Das Urteil überraschte. Gestern Mittwoch verurteilte das Zürcher Obergericht den Fluglotsen, der vor fast acht Jahren beinahe eine Kollision zweier Swiss-Flugzeuge auf dem Flughafen Zürich verursachte, zu einer bedingten Geldstrafe von 90 Tagessätzen à 210 Franken.

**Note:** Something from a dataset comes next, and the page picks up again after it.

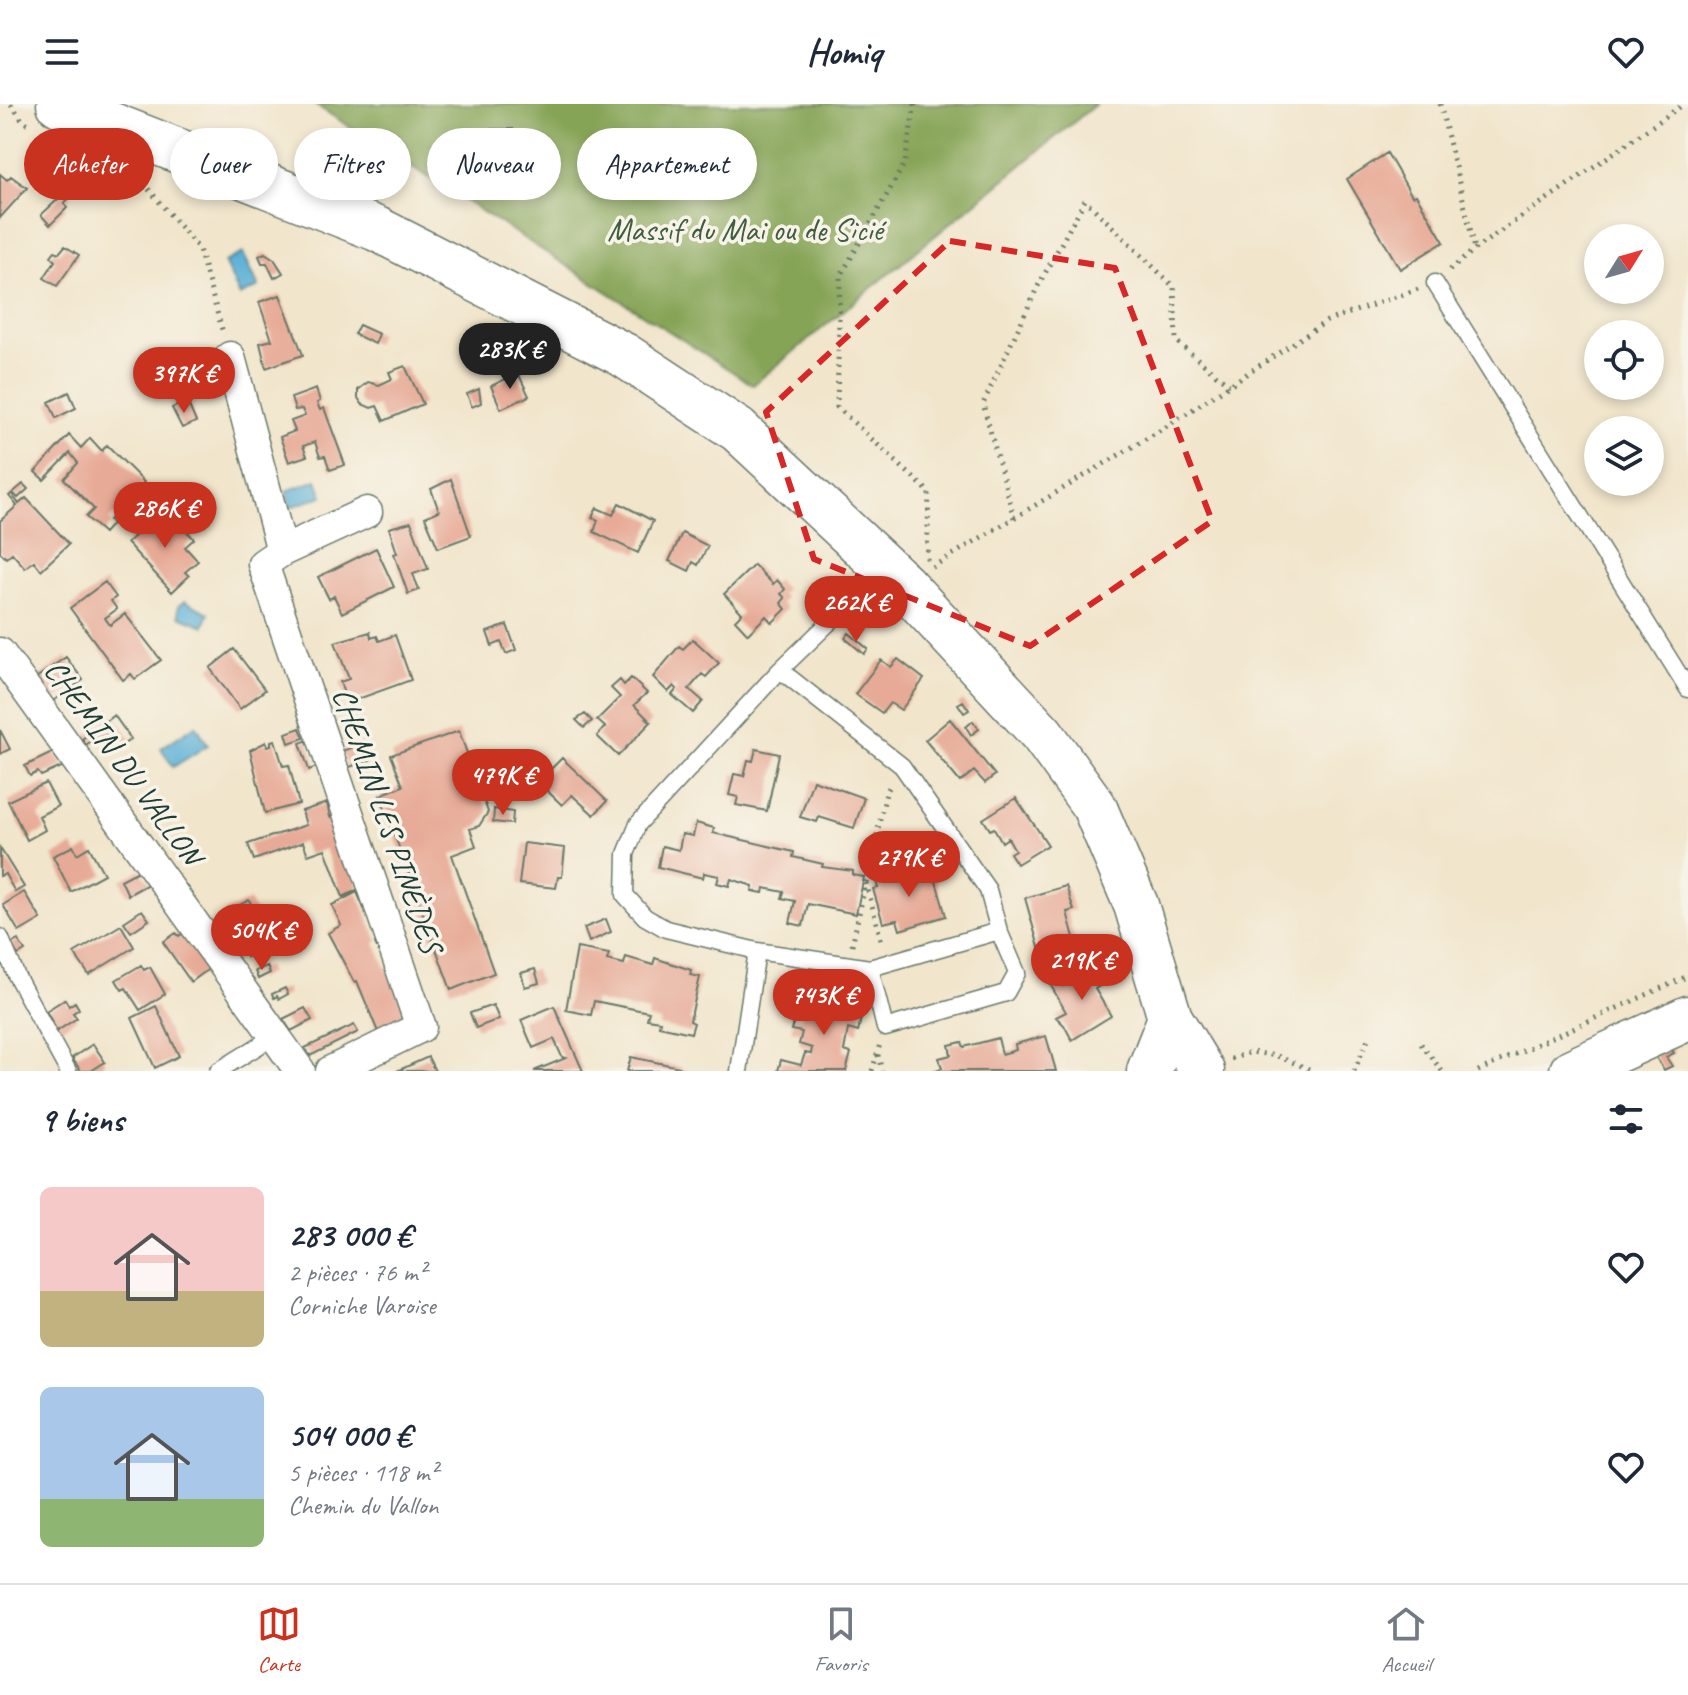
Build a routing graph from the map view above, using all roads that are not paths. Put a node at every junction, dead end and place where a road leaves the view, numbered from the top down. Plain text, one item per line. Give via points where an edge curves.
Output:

Nun solidarisieren sich die Piloten mit dem Fluglotsen und kritisieren das Urteil scharf. «Die Verurteilung des Fluglotsen um eine fälschlicherweise erfolgte Startfreigabe für zwei Flugzeuge auf sich kreuzenden Pisten am Flughafen Zürich ist ein Rückschritt für die Flugsicherheit in der Schweiz», schreibt die Pilotengewerkschaft Aeropers, die die Swiss-Besatzungen vereint, in einer Mitteilung.
«Anstatt Fehler von Mitarbeitern zu bestrafen, die aufgrund von schwierig zu beherrschenden und komplexen Systemen entstanden sind, würden die Akteure in der Schweizer Luftfahrt gut daran tun, zügig die Voraussetzungen für einen sicheren und effizienten Betrieb am Flughafen Zürich zu schaffen», wird Henning M. Hoffmann, Geschäftsführer der Aeropers, zitiert.

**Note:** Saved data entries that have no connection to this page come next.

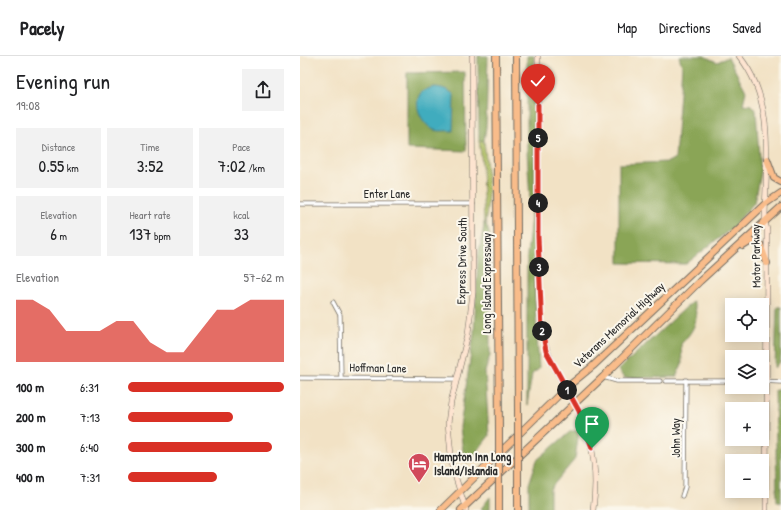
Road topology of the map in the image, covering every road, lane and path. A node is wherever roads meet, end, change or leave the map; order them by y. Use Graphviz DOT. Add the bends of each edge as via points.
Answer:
graph roads {
  1 [pos="472,56"];
  2 [pos="496,56"];
  3 [pos="516,56"];
  4 [pos="538,56"];
  5 [pos="739,56"];
  6 [pos="767,159"];
  7 [pos="781,182"];
  8 [pos="781,193"];
  9 [pos="300,204"];
  10 [pos="473,204"];
  11 [pos="765,204"];
  12 [pos="781,207"];
  13 [pos="765,222"];
  14 [pos="767,263"];
  15 [pos="716,266"];
  16 [pos="333,302"];
  17 [pos="765,350"];
  18 [pos="603,377"];
  19 [pos="300,378"];
  20 [pos="341,378"];
  21 [pos="457,379"];
  22 [pos="686,380"];
  23 [pos="660,381"];
  24 [pos="666,381"];
  25 [pos="725,381"];
  26 [pos="769,381"];
  27 [pos="781,382"];
  28 [pos="566,388"];
  29 [pos="764,394"];
  30 [pos="574,402"];
  31 [pos="459,491"];
  32 [pos="682,496"];
  33 [pos="464,509"];
  34 [pos="441,510"];
  35 [pos="499,510"];
  36 [pos="518,510"];
  37 [pos="593,510"];
  38 [pos="766,510"];
  1 -- 10 [label="main road, Express Drive South"];
  2 -- 35 [label="highway, Long Island Expressway, bridge"];
  3 -- 36 [label="highway, bridge"];
  4 -- 28 [label="main road" via="538,237 542,330 546,351"];
  5 -- 6 [label="main road, Motor Parkway" via="755,83 763,108 767,131"];
  6 -- 7 [label="highway" via="774,178"];
  6 -- 11 [label="main road, Motor Parkway"];
  8 -- 11 [label="highway, Veterans Memorial Highway"];
  9 -- 10 [label="street, Enter Lane"];
  10 -- 21 [label="main road, Express Drive South" via="473,292 468,334"];
  11 -- 13 [label="main road, Motor Parkway"];
  11 -- 28 [label="highway, Veterans Memorial Highway"];
  12 -- 13 [label="highway, Veterans Memorial Highway"];
  13 -- 14 [label="main road, Motor Parkway"];
  13 -- 15 [label="highway, Veterans Memorial Highway"];
  14 -- 15 [label="highway" via="760,244 751,241"];
  14 -- 17 [label="main road, Motor Parkway"];
  15 -- 18 [label="highway, Veterans Memorial Highway"];
  16 -- 20 [label="street" via="340,314"];
  18 -- 23 [label="street" via="617,381"];
  18 -- 30 [label="highway, Veterans Memorial Highway"];
  19 -- 20 [label="street, Hoffman Lane"];
  20 -- 21 [label="street, Hoffman Lane"];
  21 -- 31 [label="main road, Express Drive South" via="448,422 450,452"];
  22 -- 24 [label="street"];
  22 -- 25 [label="street"];
  22 -- 32 [label="street, John Way" via="685,487"];
  26 -- 27 [label="street"];
  28 -- 30 [label="main road"];
  28 -- 31 [label="highway, Veterans Memorial Highway"];
  29 -- 38 [label="main road, Motor Parkway"];
  30 -- 33 [label="highway, Veterans Memorial Highway"];
  30 -- 37 [label="main road" via="586,427 594,456"];
  31 -- 33 [label="main road, Express Drive South"];
  31 -- 34 [label="highway, Veterans Memorial Highway"];
}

Die Piloten einer der betroffenen Maschinen hätten den Fehler damals bemerkt und den Start rechtzeitig abgebrochen. «Umgekehrt gibt es auch Fälle, da verhindern Fluglotsen nach Fehlern von Piloten unter Umständen Zwischenfälle, darauf baut das komplexe System ‹Luftfahrt›», heisst es in der Mitteilung weiter.
Die Luftfahrt lebe von einer Kultur, bei der Fehler gemeldet würden, damit ihre Kolleginnen und Kollegen von diesen lernen könnten. Die Verurteilung führe nun dazu, dass selbst kleinere Zwischenfälle nicht mehr gemeldet würden, da die Meldenden jederzeit mit einer Strafverfolgung rechnen müssten, so die Pilotengewerkschaft.

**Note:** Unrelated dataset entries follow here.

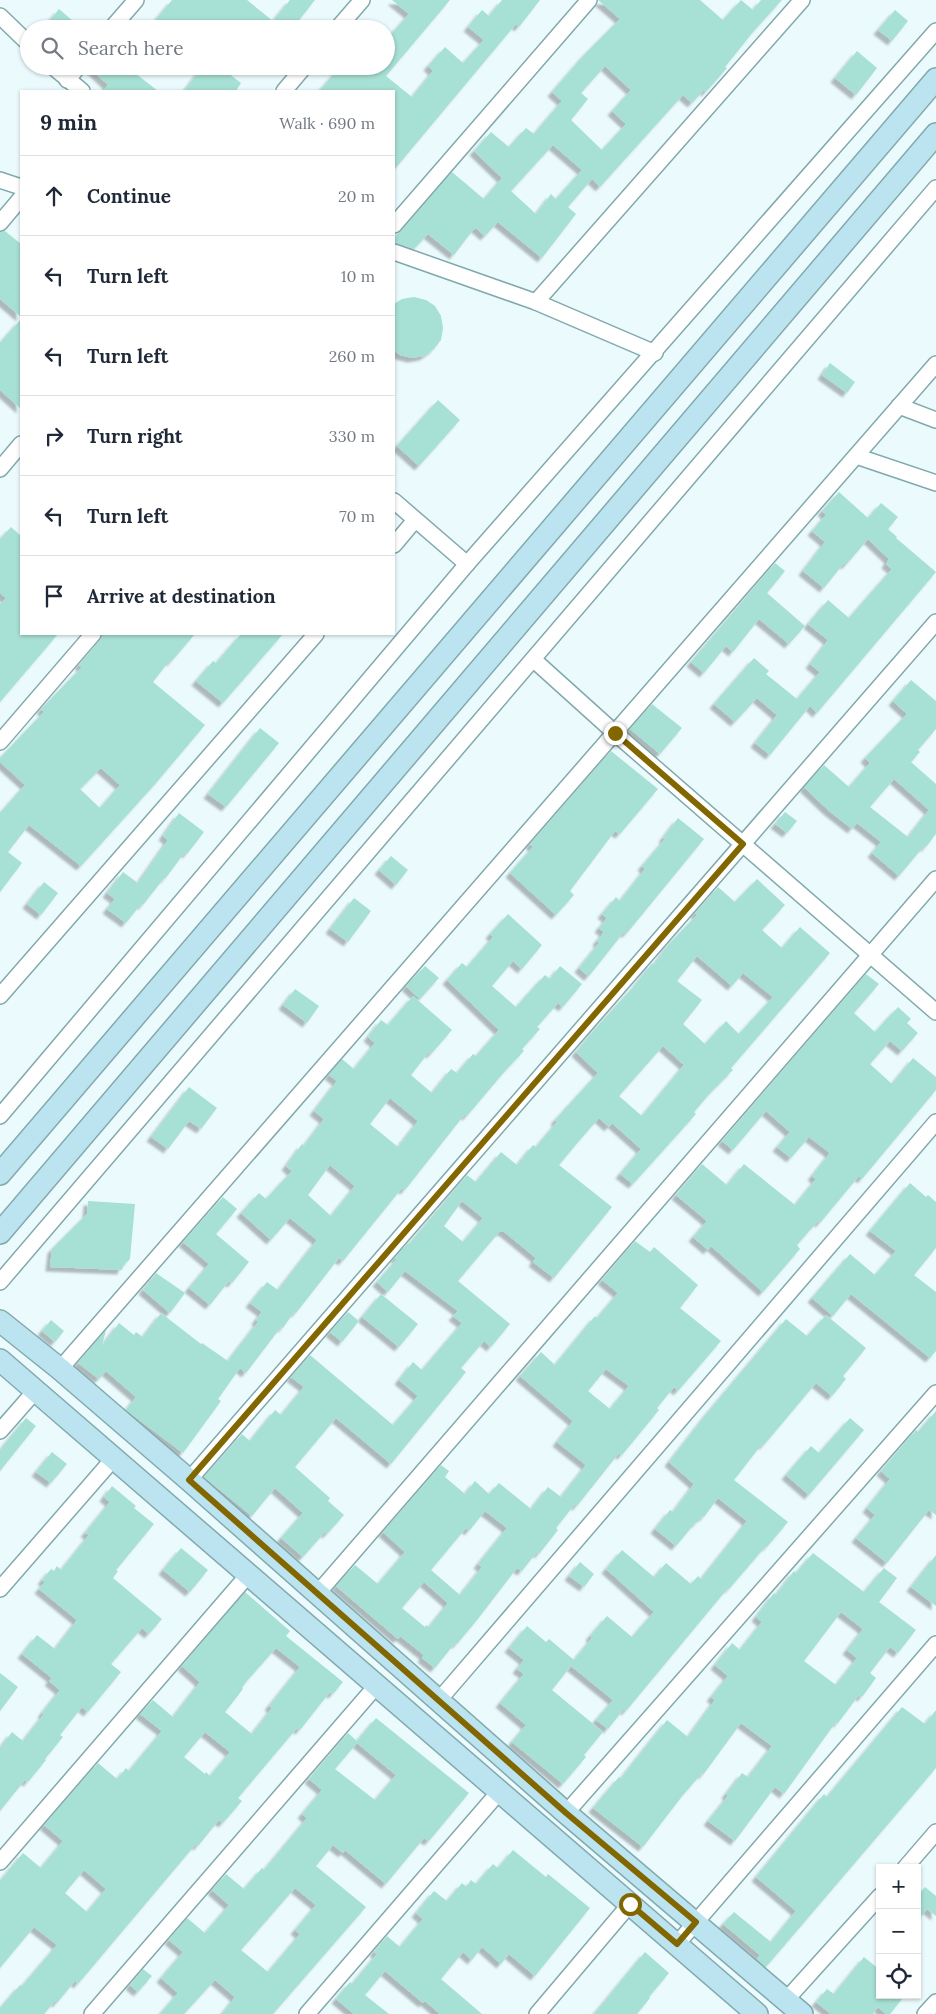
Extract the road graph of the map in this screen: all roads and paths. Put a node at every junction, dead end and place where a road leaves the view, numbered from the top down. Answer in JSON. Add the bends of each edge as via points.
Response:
{"nodes":[{"id":1,"x":136,"y":0,"type":"edge"},
{"id":2,"x":362,"y":0,"type":"edge"},
{"id":3,"x":589,"y":0,"type":"edge"},
{"id":4,"x":802,"y":0,"type":"edge"},
{"id":5,"x":0,"y":16,"type":"edge"},
{"id":6,"x":119,"y":20,"type":"edge"},
{"id":7,"x":345,"y":20,"type":"edge"},
{"id":8,"x":936,"y":31,"type":"edge"},
{"id":9,"x":20,"y":35,"type":"edge"},
{"id":10,"x":62,"y":75,"type":"edge"},
{"id":11,"x":71,"y":75,"type":"edge"},
{"id":12,"x":297,"y":75,"type":"edge"},
{"id":13,"x":936,"y":79,"type":"edge"},
{"id":14,"x":67,"y":80,"type":"junction"},
{"id":15,"x":81,"y":90,"type":"edge"},
{"id":16,"x":285,"y":90,"type":"edge"},
{"id":17,"x":936,"y":134,"type":"edge"},
{"id":18,"x":0,"y":180,"type":"edge"},
{"id":19,"x":20,"y":187,"type":"edge"},
{"id":20,"x":936,"y":188,"type":"edge"},
{"id":21,"x":20,"y":199,"type":"edge"},
{"id":22,"x":0,"y":223,"type":"edge"},
{"id":23,"x":395,"y":224,"type":"edge"},
{"id":24,"x":395,"y":252,"type":"edge"},
{"id":25,"x":536,"y":302,"type":"junction"},
{"id":26,"x":655,"y":353,"type":"junction"},
{"id":27,"x":936,"y":364,"type":"edge"},
{"id":28,"x":899,"y":406,"type":"junction"},
{"id":29,"x":936,"y":420,"type":"edge"},
{"id":30,"x":20,"y":445,"type":"edge"},
{"id":31,"x":856,"y":456,"type":"junction"},
{"id":32,"x":0,"y":469,"type":"edge"},
{"id":33,"x":936,"y":482,"type":"edge"},
{"id":34,"x":395,"y":503,"type":"edge"},
{"id":35,"x":415,"y":520,"type":"junction"},
{"id":36,"x":395,"y":544,"type":"edge"},
{"id":37,"x":467,"y":564,"type":"junction"},
{"id":38,"x":936,"y":622,"type":"edge"},
{"id":39,"x":92,"y":635,"type":"edge"},
{"id":40,"x":315,"y":635,"type":"edge"},
{"id":41,"x":534,"y":660,"type":"junction"},
{"id":42,"x":615,"y":733,"type":"junction"},
{"id":43,"x":0,"y":742,"type":"edge"},
{"id":44,"x":743,"y":844,"type":"junction"},
{"id":45,"x":936,"y":879,"type":"edge"},
{"id":46,"x":870,"y":955,"type":"junction"},
{"id":47,"x":0,"y":996,"type":"edge"},
{"id":48,"x":936,"y":1012,"type":"edge"},
{"id":49,"x":0,"y":1116,"type":"edge"},
{"id":50,"x":936,"y":1122,"type":"edge"},
{"id":51,"x":0,"y":1174,"type":"edge"},
{"id":52,"x":0,"y":1233,"type":"edge"},
{"id":53,"x":0,"y":1282,"type":"edge"},
{"id":54,"x":0,"y":1321,"type":"edge"},
{"id":55,"x":0,"y":1360,"type":"edge"},
{"id":56,"x":60,"y":1369,"type":"junction"},
{"id":57,"x":36,"y":1390,"type":"junction"},
{"id":58,"x":936,"y":1393,"type":"edge"},
{"id":59,"x":0,"y":1431,"type":"edge"},
{"id":60,"x":114,"y":1458,"type":"junction"},
{"id":61,"x":189,"y":1480,"type":"junction"},
{"id":62,"x":248,"y":1575,"type":"junction"},
{"id":63,"x":0,"y":1589,"type":"edge"},
{"id":64,"x":317,"y":1594,"type":"junction"},
{"id":65,"x":936,"y":1644,"type":"edge"},
{"id":66,"x":377,"y":1685,"type":"junction"},
{"id":67,"x":439,"y":1700,"type":"junction"},
{"id":68,"x":499,"y":1792,"type":"junction"},
{"id":69,"x":566,"y":1813,"type":"junction"},
{"id":70,"x":936,"y":1832,"type":"edge"},
{"id":71,"x":0,"y":1862,"type":"edge"},
{"id":72,"x":908,"y":1864,"type":"edge"},
{"id":73,"x":876,"y":1900,"type":"edge"},
{"id":74,"x":630,"y":1904,"type":"junction"},
{"id":75,"x":696,"y":1922,"type":"junction"},
{"id":76,"x":677,"y":1944,"type":"junction"},
{"id":77,"x":786,"y":2000,"type":"junction"},
{"id":78,"x":936,"y":2002,"type":"edge"},
{"id":79,"x":92,"y":2014,"type":"edge"},
{"id":80,"x":307,"y":2014,"type":"edge"},
{"id":81,"x":538,"y":2014,"type":"edge"},
{"id":82,"x":757,"y":2014,"type":"edge"},
{"id":83,"x":802,"y":2014,"type":"edge"},
{"id":84,"x":925,"y":2014,"type":"edge"}],
"edges":[{"from":1,"to":6,"type":"street"},
{"from":2,"to":7,"type":"street"},
{"from":3,"to":23,"type":"street"},
{"from":4,"to":25,"type":"street"},
{"from":5,"to":9,"type":"street"},
{"from":8,"to":26,"type":"street"},
{"from":10,"to":14,"type":"street"},
{"from":11,"to":14,"type":"street"},
{"from":12,"to":16,"type":"street"},
{"from":13,"to":51,"type":"main road"},
{"from":14,"to":15,"type":"street"},
{"from":17,"to":52,"type":"main road"},
{"from":18,"to":19,"type":"street"},
{"from":20,"to":41,"type":"street"},
{"from":21,"to":22,"type":"street"},
{"from":24,"to":25,"type":"street"},
{"from":25,"to":26,"type":"street"},
{"from":26,"to":37,"type":"street"},
{"from":27,"to":28,"type":"street"},
{"from":28,"to":29,"type":"street"},
{"from":28,"to":31,"type":"street"},
{"from":30,"to":32,"type":"street"},
{"from":31,"to":33,"type":"street"},
{"from":31,"to":42,"type":"street"},
{"from":34,"to":35,"type":"street"},
{"from":35,"to":36,"type":"street"},
{"from":35,"to":37,"type":"street"},
{"from":37,"to":49,"type":"street"},
{"from":38,"to":44,"type":"street"},
{"from":39,"to":43,"type":"street"},
{"from":40,"to":47,"type":"street"},
{"from":41,"to":42,"type":"street"},
{"from":41,"to":53,"type":"street"},
{"from":42,"to":44,"type":"street"},
{"from":42,"to":56,"type":"street"},
{"from":44,"to":46,"type":"street"},
{"from":44,"to":61,"type":"street"},
{"from":45,"to":46,"type":"street"},
{"from":46,"to":48,"type":"street"},
{"from":46,"to":64,"type":"street"},
{"from":50,"to":67,"type":"street"},
{"from":54,"to":56,"type":"main road"},
{"from":55,"to":57,"type":"main road"},
{"from":56,"to":61,"type":"main road"},
{"from":57,"to":59,"type":"street"},
{"from":57,"to":60,"type":"main road"},
{"from":58,"to":69,"type":"street"},
{"from":60,"to":62,"type":"main road"},
{"from":60,"to":63,"type":"street"},
{"from":61,"to":64,"type":"main road"},
{"from":62,"to":66,"type":"main road"},
{"from":62,"to":71,"type":"street"},
{"from":64,"to":67,"type":"main road"},
{"from":65,"to":75,"type":"street"},
{"from":66,"to":68,"type":"main road"},
{"from":66,"to":79,"type":"street"},
{"from":67,"to":69,"type":"main road"},
{"from":68,"to":74,"type":"main road"},
{"from":68,"to":80,"type":"street"},
{"from":69,"to":75,"type":"main road"},
{"from":70,"to":72,"type":"street"},
{"from":73,"to":77,"type":"street"},
{"from":74,"to":76,"type":"main road"},
{"from":74,"to":81,"type":"street"},
{"from":75,"to":76,"type":"street"},
{"from":75,"to":77,"type":"main road"},
{"from":76,"to":82,"type":"main road"},
{"from":77,"to":83,"type":"main road"},
{"from":78,"to":84,"type":"street"}]}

Psychologisch geschultes Personal aufgeboten
Das Urteil hat noch weitere Folgen: Nach der Urteilseröffnung hat das Management von Skyguide eine Reduzierung der Abflugrate um 10 Prozent beschlossen. Sie ist bereits den ganzen Donnerstag in Kraft. «Sie wird sicher heute bis zum Betriebsschluss aufrechterhalten», sagte Stefan Lischka von der Lotsengewerkschaft Aerocontrol. Dieser Beschluss hat Folgen für den Flugverkehr. Jeder zweite Flug habe mindestens 15 Minuten Verspätung, sagt Skyguide-Sprecher Rainmund Fridrich.
Wie es in den nächsten Tagen weitergeht, ist zum jetzigen Zeitpunkt unklar. Dabei handelt es sich um eine Sicherheitsmassnahme der Flugsicherung. Skyguide wolle so dem Gesprächsbedarf der Mitarbeiter Rechnung tragen. «Psychologisch geschultes Personal ist aufgeboten worden und steht den Lotsen zur Verfügung.»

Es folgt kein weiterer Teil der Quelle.